Chronique d’un printemps 1

Un projet : le printemps 1940

J’avais l’intention, il y quelques semaines, de faire une chronique de mes propres souvenirs du printemps de 1940, avec mon récit de l’exode, vu avec mes yeux de sept ans. Tout l’hiver, j’avais ressenti l’attention inquiète des grandes personnes pendant l’heure des repas où on écoutait « les nouvelles » qui sortaient d’un « poste de TSF » assez monumental, en bois de noyer, je pense, dont la façade était ornée d’une lyre découpée ; derrière la lyre, le poste était garni comme on le faisait à cette époque, d’un tissu couleur marron glacé, à la fois soyeux, granuleux et un peu brillant, qui protégeait de la poussière « les lampes », hôtes invisibles qui parfois grésillaient, et alors on allait taper sur le haut du poste pour rétablir le son.
Tout l’hiver, on avait entendu le « Rien à signaler sur l’ensemble du front » de la Drôle de guerre, et ma grand-mère soupirait en disant que mon grand-père (colonel ), qui était mort deux ans plus tôt, aurait trouvé à redire à cette inactivité. Ses deux filles, ma tante et ma mère, approuvaient ou discutaient plus ou moins en brassant leurs souvenirs de la Grande guerre, ce temps où elles avaient eu quinze ou vingt ans, il y avait un peu plus de vingt ans. C’était une maison sans homme, ma tante était veuve - son mari gazé en 1918 était mort en 1926 - et maman, séparée de mon père. Une maison tenue par trois femmes jamais geignardes, elle étaient agréables, drôles, cultivées, elles avaient des tas de relations et de famille.

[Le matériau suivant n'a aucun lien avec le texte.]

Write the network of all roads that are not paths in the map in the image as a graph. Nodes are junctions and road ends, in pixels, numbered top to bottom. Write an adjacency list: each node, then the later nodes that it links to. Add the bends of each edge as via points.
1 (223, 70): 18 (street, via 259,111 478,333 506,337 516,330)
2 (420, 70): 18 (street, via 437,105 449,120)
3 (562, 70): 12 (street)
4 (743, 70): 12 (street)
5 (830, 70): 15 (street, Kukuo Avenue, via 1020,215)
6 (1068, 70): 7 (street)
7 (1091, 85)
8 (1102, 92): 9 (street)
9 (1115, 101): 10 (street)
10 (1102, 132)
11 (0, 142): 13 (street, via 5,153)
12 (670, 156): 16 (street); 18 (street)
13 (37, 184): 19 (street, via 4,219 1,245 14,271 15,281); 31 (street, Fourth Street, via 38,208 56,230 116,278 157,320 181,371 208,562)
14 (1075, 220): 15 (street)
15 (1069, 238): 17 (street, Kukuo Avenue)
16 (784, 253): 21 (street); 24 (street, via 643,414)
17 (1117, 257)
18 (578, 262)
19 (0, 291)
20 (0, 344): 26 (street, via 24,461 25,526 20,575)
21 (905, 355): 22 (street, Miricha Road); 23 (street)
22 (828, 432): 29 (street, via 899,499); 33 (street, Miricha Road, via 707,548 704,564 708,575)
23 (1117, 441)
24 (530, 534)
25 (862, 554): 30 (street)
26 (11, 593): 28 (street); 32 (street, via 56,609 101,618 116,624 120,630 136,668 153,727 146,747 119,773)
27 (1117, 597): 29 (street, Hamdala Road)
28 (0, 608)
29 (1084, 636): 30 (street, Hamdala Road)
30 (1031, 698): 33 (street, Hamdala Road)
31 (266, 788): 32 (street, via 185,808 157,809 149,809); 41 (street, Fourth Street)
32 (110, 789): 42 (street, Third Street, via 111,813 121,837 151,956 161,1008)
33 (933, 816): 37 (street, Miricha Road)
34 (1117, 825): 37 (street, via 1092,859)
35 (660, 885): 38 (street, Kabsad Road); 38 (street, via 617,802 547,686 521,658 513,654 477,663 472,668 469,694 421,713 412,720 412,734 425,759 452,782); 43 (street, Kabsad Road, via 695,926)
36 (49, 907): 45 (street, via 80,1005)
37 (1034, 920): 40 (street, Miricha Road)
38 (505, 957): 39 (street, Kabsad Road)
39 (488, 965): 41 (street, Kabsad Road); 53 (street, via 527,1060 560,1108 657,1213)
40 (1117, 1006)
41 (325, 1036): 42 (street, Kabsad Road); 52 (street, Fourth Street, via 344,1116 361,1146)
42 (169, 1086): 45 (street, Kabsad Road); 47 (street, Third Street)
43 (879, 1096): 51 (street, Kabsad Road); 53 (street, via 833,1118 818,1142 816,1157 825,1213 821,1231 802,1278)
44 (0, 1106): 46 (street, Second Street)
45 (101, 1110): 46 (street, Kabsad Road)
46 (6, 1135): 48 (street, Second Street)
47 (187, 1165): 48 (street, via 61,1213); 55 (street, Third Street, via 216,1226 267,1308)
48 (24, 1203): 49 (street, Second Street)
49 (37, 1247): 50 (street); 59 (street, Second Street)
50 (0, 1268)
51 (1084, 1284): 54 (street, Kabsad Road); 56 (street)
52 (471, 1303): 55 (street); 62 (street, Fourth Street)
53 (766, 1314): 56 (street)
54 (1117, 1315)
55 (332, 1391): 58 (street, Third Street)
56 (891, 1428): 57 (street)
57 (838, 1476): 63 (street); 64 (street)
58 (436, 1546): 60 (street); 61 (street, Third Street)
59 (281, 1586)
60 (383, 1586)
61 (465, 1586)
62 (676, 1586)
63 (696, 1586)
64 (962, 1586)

Mes deux sœurs (14 ans et 12 ans) et moi, on les écoutait jongler avec les noms de Hitler, Chamberlain, Daladier, le « traître de Stuttgart » (dont l’existence m’intriguait), le Jean-Bart [1], Benès, les Sudètes, Gamelin, Churchill, le Roi des Belges, la ligne Maginot, etc., un pêle-mêle de lieux et de personnes.
Des petits amis, dans un village voisin (La Sauge près de Passenans) avaient construit sur une très grande table en L, une maquette de la ligne Maginot, qui ressemblait, selon Maman, à une série de taupinières ce qui ne m’en donnait pas une haute opinion.

La forge du village s’ornait d’une immense affiche Avec votre ferraille, nous forgerons l’acier victorieux qui s’était décolorée sous les pluies et neiges de l’hiver. Dans le village, les vieux paysans se demandaient comment on pourrait faire des travaux de printemps sans les jeunes qui végétaient dans les Ardennes, en répétant que si Hitler n’attaquait pas, c’est qu’il « prenait peur ».

Il y a quatre-vingts ans, lorsque le mois de mars a débarqué, les coucous tout jaunes ont commencé à faire leur sortie, sur la pelouse devant la maison tout juste débarrassée de la neige. Encore un peu de patience et on irait cueillir les asperges des bois dans le bois de Blandans et les jonquilles dans les bois de Saint-Lothain. Oui, le front était encore calme et les grandes personnes paraissaient soucieuses mais calmes et avisées comme toujours. Plus pour longtemps.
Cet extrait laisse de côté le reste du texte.